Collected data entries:
--- START ---

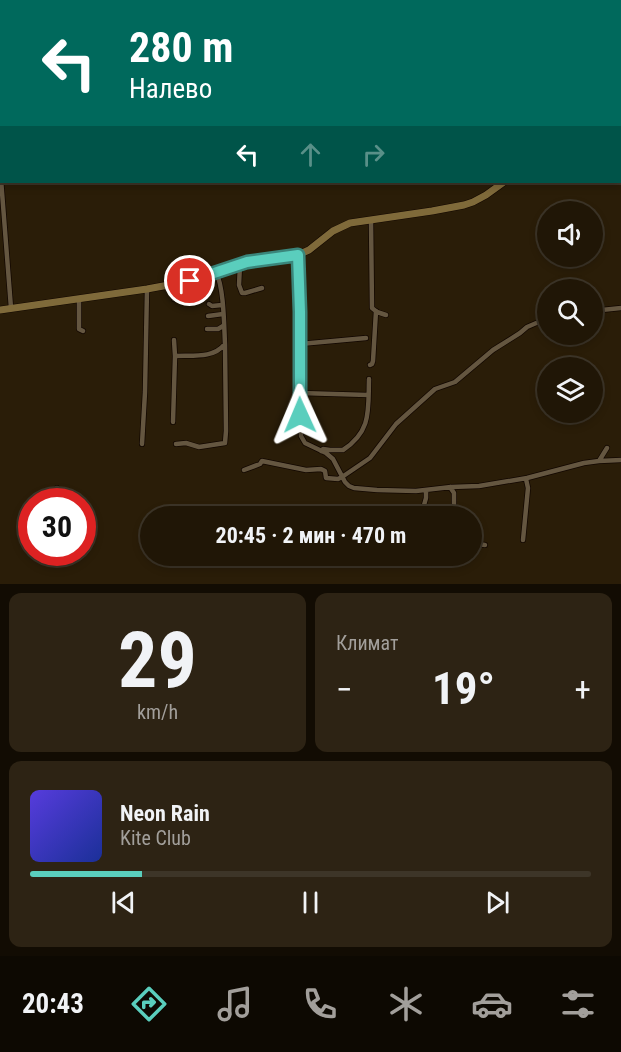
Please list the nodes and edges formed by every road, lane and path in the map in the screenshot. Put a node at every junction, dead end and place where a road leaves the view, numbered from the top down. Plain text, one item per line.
1 (0, 183) edge
2 (503, 183) edge
3 (1, 206) edge
4 (371, 220) junction
5 (298, 255) junction
6 (240, 265) junction
7 (216, 273) junction
8 (170, 285) junction
9 (262, 288) dead end
10 (147, 289) junction
11 (79, 299) junction
12 (174, 299) dead end
13 (209, 304) dead end
14 (222, 305) junction
15 (11, 308) junction
16 (621, 308) edge
17 (0, 310) edge
18 (603, 310) edge
19 (376, 311) junction
20 (223, 314) junction
21 (386, 315) dead end
22 (208, 316) dead end
23 (537, 323) edge
24 (223, 326) junction
25 (207, 329) dead end
26 (83, 331) dead end
27 (366, 339) dead end
28 (174, 340) dead end
29 (225, 344) junction
30 (300, 344) junction
31 (175, 356) junction
32 (370, 365) dead end
33 (369, 379) dead end
34 (300, 393) junction
35 (368, 395) junction
36 (173, 422) dead end
37 (142, 444) dead end
38 (176, 444) dead end
39 (607, 448) dead end
40 (321, 451) junction
41 (621, 459) edge
42 (599, 461) junction
43 (244, 470) dead end
44 (342, 477) junction
45 (526, 478) junction
46 (450, 487) junction
47 (426, 490) junction
48 (424, 506) edge
49 (454, 506) edge
50 (523, 540) dead end
51 (482, 545) edge
52 (485, 545) dead end

1 - 3 street
2 - 4 street
3 - 15 street
4 - 5 street
4 - 19 street
5 - 6 street
5 - 30 street
6 - 7 street
6 - 9 street
7 - 8 street
7 - 14 street
8 - 10 street
8 - 12 street
10 - 11 street
10 - 37 street
11 - 15 street
11 - 26 street
13 - 14 street
14 - 20 street
15 - 17 street
16 - 18 street
19 - 21 street
19 - 32 street
20 - 22 street
20 - 24 street
23 - 44 street
24 - 25 street
24 - 29 street
27 - 30 street
28 - 31 street
29 - 31 street
29 - 38 street
30 - 34 street
31 - 36 street
33 - 35 street
34 - 35 street
34 - 40 street
35 - 40 street
39 - 42 street
40 - 44 street
41 - 42 street
42 - 45 street
43 - 44 street
44 - 47 street
45 - 46 street
45 - 50 street
46 - 47 street
46 - 49 street
47 - 48 street
51 - 52 street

--- END ---

## Work to be completed
The records above need to be printed in full and exactly, without any of the pictures.

## Your response
Please list the nodes and edges formed by every road, lane and path in the map in the screenshot. Put a node at every junction, dead end and place where a road leaves the view, numbered from the top down. Plain text, one item per line.
1 (0, 183) edge
2 (503, 183) edge
3 (1, 206) edge
4 (371, 220) junction
5 (298, 255) junction
6 (240, 265) junction
7 (216, 273) junction
8 (170, 285) junction
9 (262, 288) dead end
10 (147, 289) junction
11 (79, 299) junction
12 (174, 299) dead end
13 (209, 304) dead end
14 (222, 305) junction
15 (11, 308) junction
16 (621, 308) edge
17 (0, 310) edge
18 (603, 310) edge
19 (376, 311) junction
20 (223, 314) junction
21 (386, 315) dead end
22 (208, 316) dead end
23 (537, 323) edge
24 (223, 326) junction
25 (207, 329) dead end
26 (83, 331) dead end
27 (366, 339) dead end
28 (174, 340) dead end
29 (225, 344) junction
30 (300, 344) junction
31 (175, 356) junction
32 (370, 365) dead end
33 (369, 379) dead end
34 (300, 393) junction
35 (368, 395) junction
36 (173, 422) dead end
37 (142, 444) dead end
38 (176, 444) dead end
39 (607, 448) dead end
40 (321, 451) junction
41 (621, 459) edge
42 (599, 461) junction
43 (244, 470) dead end
44 (342, 477) junction
45 (526, 478) junction
46 (450, 487) junction
47 (426, 490) junction
48 (424, 506) edge
49 (454, 506) edge
50 (523, 540) dead end
51 (482, 545) edge
52 (485, 545) dead end

1 - 3 street
2 - 4 street
3 - 15 street
4 - 5 street
4 - 19 street
5 - 6 street
5 - 30 street
6 - 7 street
6 - 9 street
7 - 8 street
7 - 14 street
8 - 10 street
8 - 12 street
10 - 11 street
10 - 37 street
11 - 15 street
11 - 26 street
13 - 14 street
14 - 20 street
15 - 17 street
16 - 18 street
19 - 21 street
19 - 32 street
20 - 22 street
20 - 24 street
23 - 44 street
24 - 25 street
24 - 29 street
27 - 30 street
28 - 31 street
29 - 31 street
29 - 38 street
30 - 34 street
31 - 36 street
33 - 35 street
34 - 35 street
34 - 40 street
35 - 40 street
39 - 42 street
40 - 44 street
41 - 42 street
42 - 45 street
43 - 44 street
44 - 47 street
45 - 46 street
45 - 50 street
46 - 47 street
46 - 49 street
47 - 48 street
51 - 52 street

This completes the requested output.